CNS/head: Initial: 60 to 80 units/dL for 1 to 7 days; Maintenance: 30 units/dL for 8 to 21 days

Throat and neck: Initial: 60 to 80 units/dL for 1 to 7 days; Maintenance: 30 units/dL for 8 to 14 days

Gastrointestinal: Initial: 60 to 80 units/dL for 7 to 14 days; Maintenance: 30 units/dL (duration not specified)

Renal: 40 units/dL for 3 to 5 days

Deep laceration: 40 units/dL for 5 to 7 days

Surgery (major): Preop: 60 to 80 units/dL; Postop: 40 to 60 units/dL for 1 to 3 days; then 30 to 50 units/dL for 4 to 6 days; then 20 to 40 units/dL for 7 to 14 days

Surgery (minor): Preop: 50 to 80 units/dL; Postop: 30 to 80 units/dL for 1 to 5 days depending on procedure type

Note: Factor IX level may either be expressed as units/dL or as %. Dosing frequency most commonly corresponds to the half-life of factor IX but should be determined based on an assessment of factor IX levels before the next dose.

Routine prophylaxis to prevent bleeding episodes in patients with factor IX deficiency (hemophilia B or Christmas disease): IV: 50 units/kg once weekly or 100 units/kg once every 10 days; adjust dose based on individual response

Dosing Geriatric

Refer to adult dosing.

Dosing Pediatric

Note: Contains only factor IX. Therefore, NOT INDICATED for the treatment of other factors deficiencies (eg, factors II, VII, VIII, and X), hemophilia A patients with inhibitors to factor VIII, reversal of coumarin-induced anticoagulation, and bleeding due to low levels of liver-dependent clotting factors.

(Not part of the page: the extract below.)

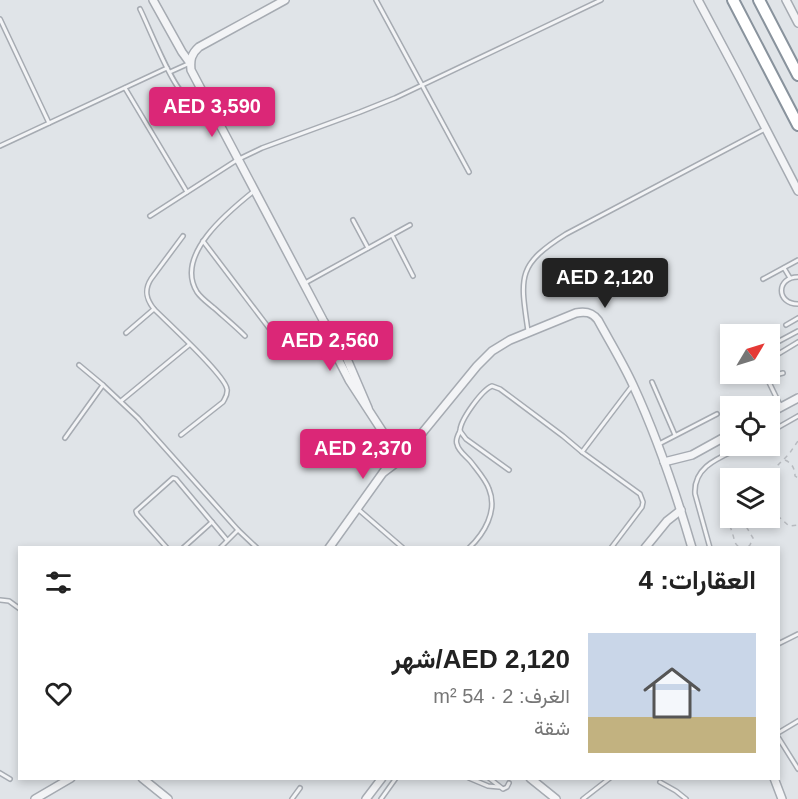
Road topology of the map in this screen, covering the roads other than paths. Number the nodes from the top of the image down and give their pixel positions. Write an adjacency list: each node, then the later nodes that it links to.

Control or prevention of bleeding in patients with factor IX deficiency (hemophilia B or Christmas disease): IV: Dosage is expressed in units of factor IX activity; dosing must be individualized based on severity of factor IX deficiency, extent and location of bleeding, clinical status of patient, and recovery of factor IX. . Refer to product information for specific manufacturer recommended dosing. Alternatively, the World Federation of Hemophilia (WFH) has recommended general dosing for factor IX products.

Formula for units required to raise blood level %: Note: If patient has severe hemophilia (ie, baseline factor IX level is or presumed to be <1%), then may just use “desired factor IX level” instead of “desired factor IX level increase”.

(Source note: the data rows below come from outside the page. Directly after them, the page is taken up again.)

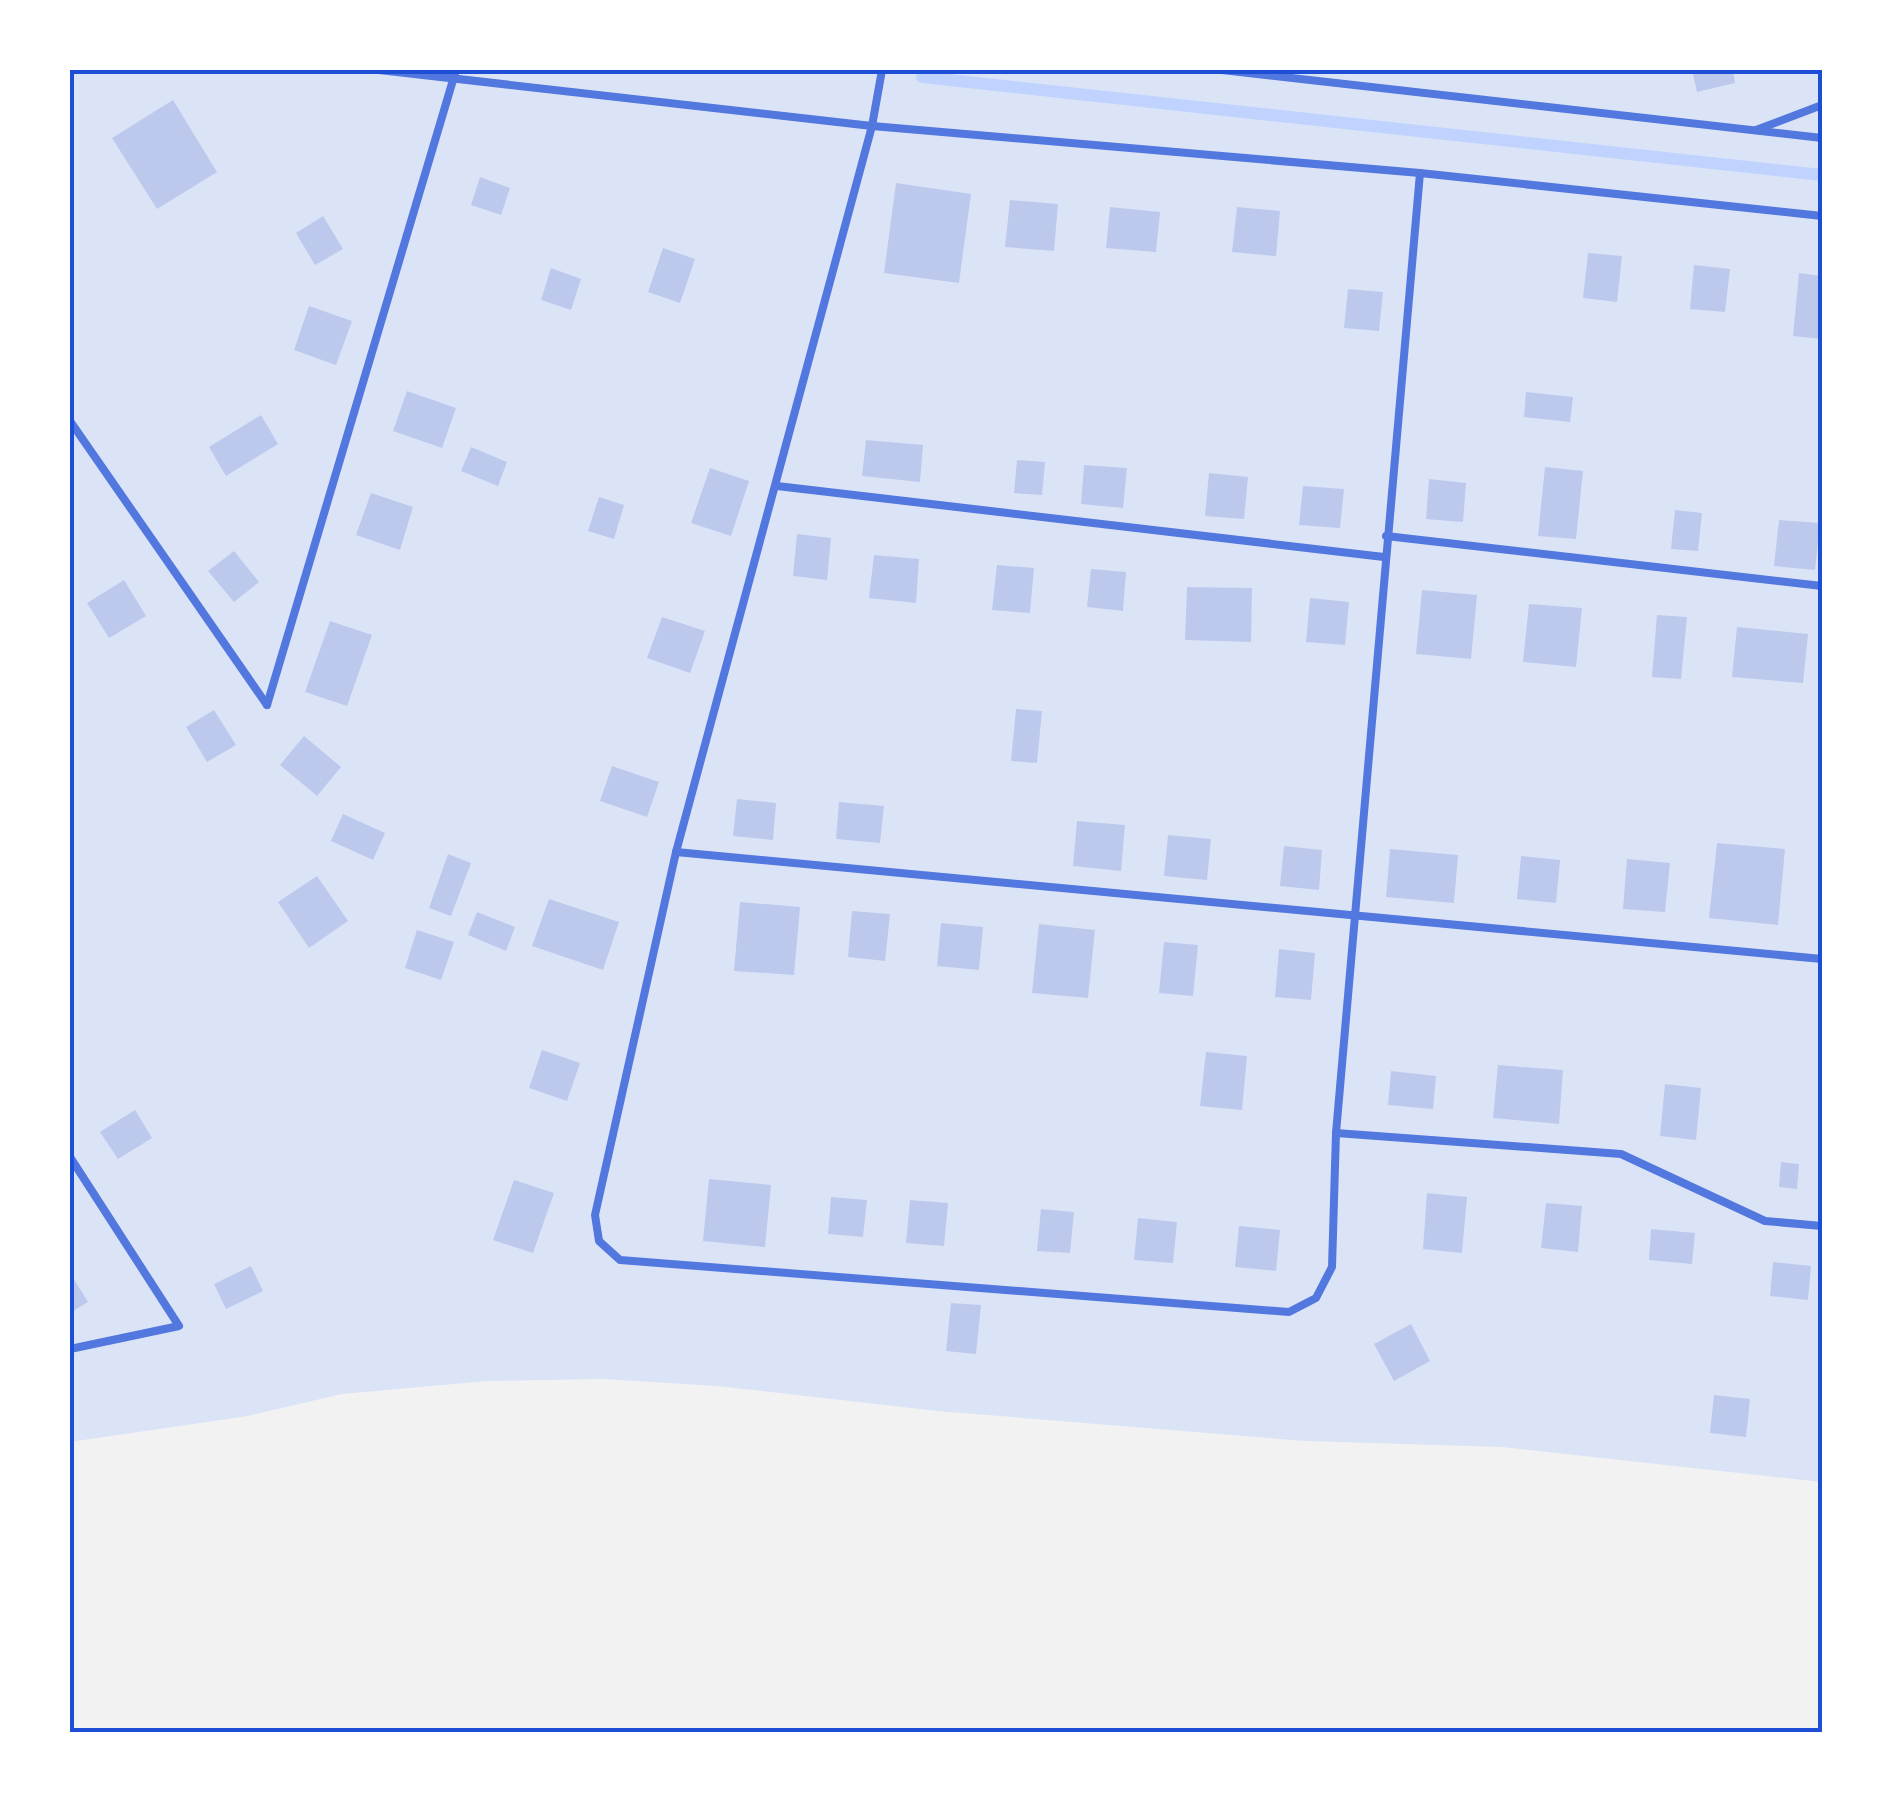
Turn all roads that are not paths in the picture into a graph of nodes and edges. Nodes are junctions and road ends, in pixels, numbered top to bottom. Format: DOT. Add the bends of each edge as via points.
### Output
graph roads {
  1 [pos="379,70"];
  2 [pos="882,70"];
  3 [pos="1222,70"];
  4 [pos="455,74"];
  5 [pos="1822,104"];
  6 [pos="872,126"];
  7 [pos="1754,131"];
  8 [pos="1822,138"];
  9 [pos="1420,173"];
  10 [pos="1822,216"];
  11 [pos="70,421"];
  12 [pos="776,486"];
  13 [pos="1386,536"];
  14 [pos="1384,558"];
  15 [pos="1822,586"];
  16 [pos="676,852"];
  17 [pos="1356,918"];
  18 [pos="1822,959"];
  19 [pos="1336,1133"];
  20 [pos="70,1157"];
  21 [pos="1822,1226"];
  22 [pos="70,1349"];
  1 -- 4 [label="lane"];
  2 -- 6 [label="lane"];
  3 -- 7 [label="lane"];
  4 -- 6 [label="lane"];
  4 -- 11 [label="lane" via="267,705"];
  5 -- 7 [label="lane"];
  6 -- 9 [label="lane"];
  6 -- 12 [label="lane"];
  7 -- 8 [label="lane"];
  9 -- 10 [label="lane"];
  9 -- 13 [label="lane"];
  12 -- 14 [label="lane"];
  12 -- 16 [label="lane"];
  13 -- 14 [label="lane"];
  13 -- 15 [label="lane"];
  14 -- 17 [label="lane"];
  16 -- 17 [label="lane"];
  16 -- 19 [label="lane" via="595,1216 599,1241 620,1260 1289,1312 1316,1298 1332,1267"];
  17 -- 18 [label="lane"];
  17 -- 19 [label="lane"];
  19 -- 21 [label="lane" via="1621,1154 1766,1221"];
  20 -- 22 [label="lane" via="179,1326"];
}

Infants, Children, and Adolescents: IV: Number of factor IX units required = patient weight (in kg) x desired factor IX level increase (as % or units/dL) x reciprocal of observed recovery (as units/kg per units/dL)

Alternative recommendations (off label): Infants, Children, and Adolescents:

Prophylaxis: Refer to adult dosing.

Treatment: Refer to adult dosing.

Routine prophylaxis to prevent bleeding episodes in patients with factor IX deficiency (hemophilia B or Christmas disease): IV: 50 units/kg once weekly or 100 units/kg once every 10 days; adjust dose based on individual response

Reconstitution

Refer to instructions provided by the manufacturer. Diluent and factor IX should come to room temperature (if refrigerated) before combining.

Administration

Administer by IV bolus infusion; maximum rate of administration: 10 mL/minute.

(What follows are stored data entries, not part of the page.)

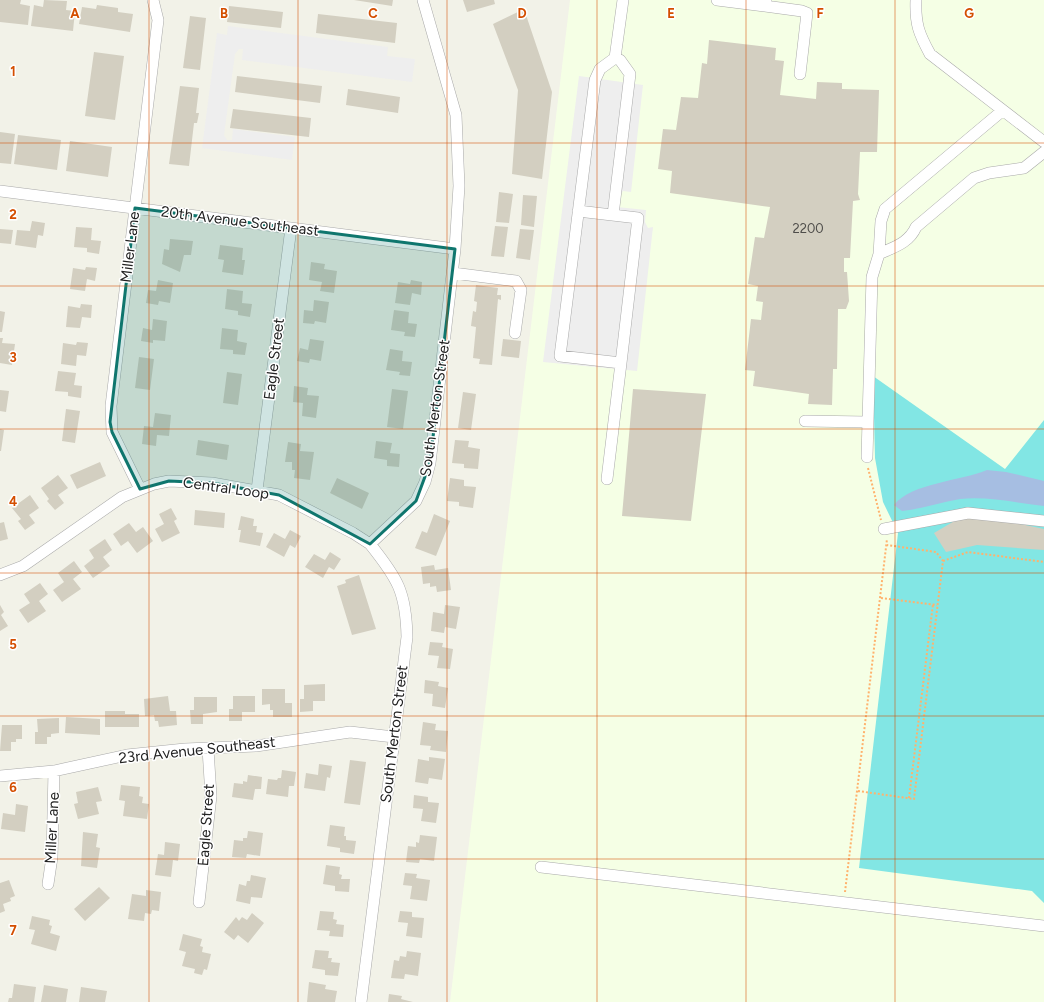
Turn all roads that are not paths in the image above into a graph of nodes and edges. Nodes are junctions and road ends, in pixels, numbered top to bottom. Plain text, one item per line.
1 (153, 0) edge
2 (423, 0) edge
3 (623, 0) edge
4 (716, 0) edge
5 (916, 0) edge
6 (765, 3) edge
7 (615, 58) junction
8 (800, 74) dead end
9 (1002, 111) junction
10 (1044, 142) edge
11 (1044, 152) edge
12 (0, 191) edge
13 (135, 208) junction
14 (578, 211) junction
15 (613, 215) junction
16 (291, 228) junction
17 (456, 249) junction
18 (879, 254) junction
19 (453, 273) junction
20 (515, 333) dead end
21 (621, 363) junction
22 (805, 421) dead end
23 (867, 422) junction
24 (867, 457) road end
25 (607, 479) dead end
26 (140, 489) junction
27 (257, 490) junction
28 (1044, 521) edge
29 (884, 529) road end
30 (370, 544) junction
31 (0, 574) edge
32 (394, 737) junction
33 (208, 749) junction
34 (54, 772) junction
35 (0, 776) edge
36 (541, 867) dead end
37 (48, 884) dead end
38 (199, 902) dead end
39 (1044, 926) edge
40 (361, 1002) edge

1 - 13 street, Miller Lane
2 - 17 street, South Merton Street
3 - 7 street
4 - 6 street
5 - 9 street
6 - 8 street
7 - 14 street
7 - 15 street
9 - 10 street
9 - 18 street
11 - 18 street
12 - 13 street, 20th Avenue Southeast
13 - 16 street, 20th Avenue Southeast
13 - 26 street, Miller Lane
14 - 15 street
14 - 21 street
15 - 21 street
16 - 17 street, 20th Avenue Southeast
16 - 27 street, Eagle Street
17 - 19 street, South Merton Street
18 - 23 street
19 - 20 street
19 - 30 street, South Merton Street
21 - 25 street
22 - 23 street
23 - 24 street
26 - 27 street, Central Loop
26 - 31 street, Central Loop
27 - 30 street, Central Loop
28 - 29 street
30 - 32 street, South Merton Street
32 - 33 street, 23rd Avenue Southeast
32 - 40 street, South Merton Street
33 - 34 street, 23rd Avenue Southeast
33 - 38 street, Eagle Street
34 - 35 street, 23rd Avenue Southeast
34 - 37 street, Miller Lane
36 - 39 street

Solution should be infused at room temperature. Safety and efficacy of continuous infusion administration have not been determined.

Per the WFH, infuse by slow IV injection at a rate not to exceed 3 mL/minute (adults) or 100 units/minute (young children). With patients who have had allergic reactions during factor IX infusion, administration of hydrocortisone prior to infusion may be necessary (WFH [Srivstava 2013]).

Monitoring Parameters

Factor IX levels by the one-stage clotting assay (measure 15 minutes after infusion to verify calculated doses (WFH [Srivastava 2013]), aPTT, BP, HR, signs of hypersensitivity reactions, DIC, and thrombosis; screen for factor IX inhibitors if the patient experiences hypersensitivity reaction or when patient is to undergo surgery, if suboptimal response to treatment occurs, if patient is being intensively treated for >5 days within 4 weeks of the last infusion, or at the following intervals ( WFH [Srivastava 2013]):

Children: Screen for inhibitors every 5 exposure days until 20 exposure days, every 10 exposure days between 21 to 50 exposure days, and at a minimum of twice a year until 150 exposure days is reached.

Adults (with >150 exposure days apart from a 6 to 12 monthly review): Screen for inhibitors when suboptimal response occurs.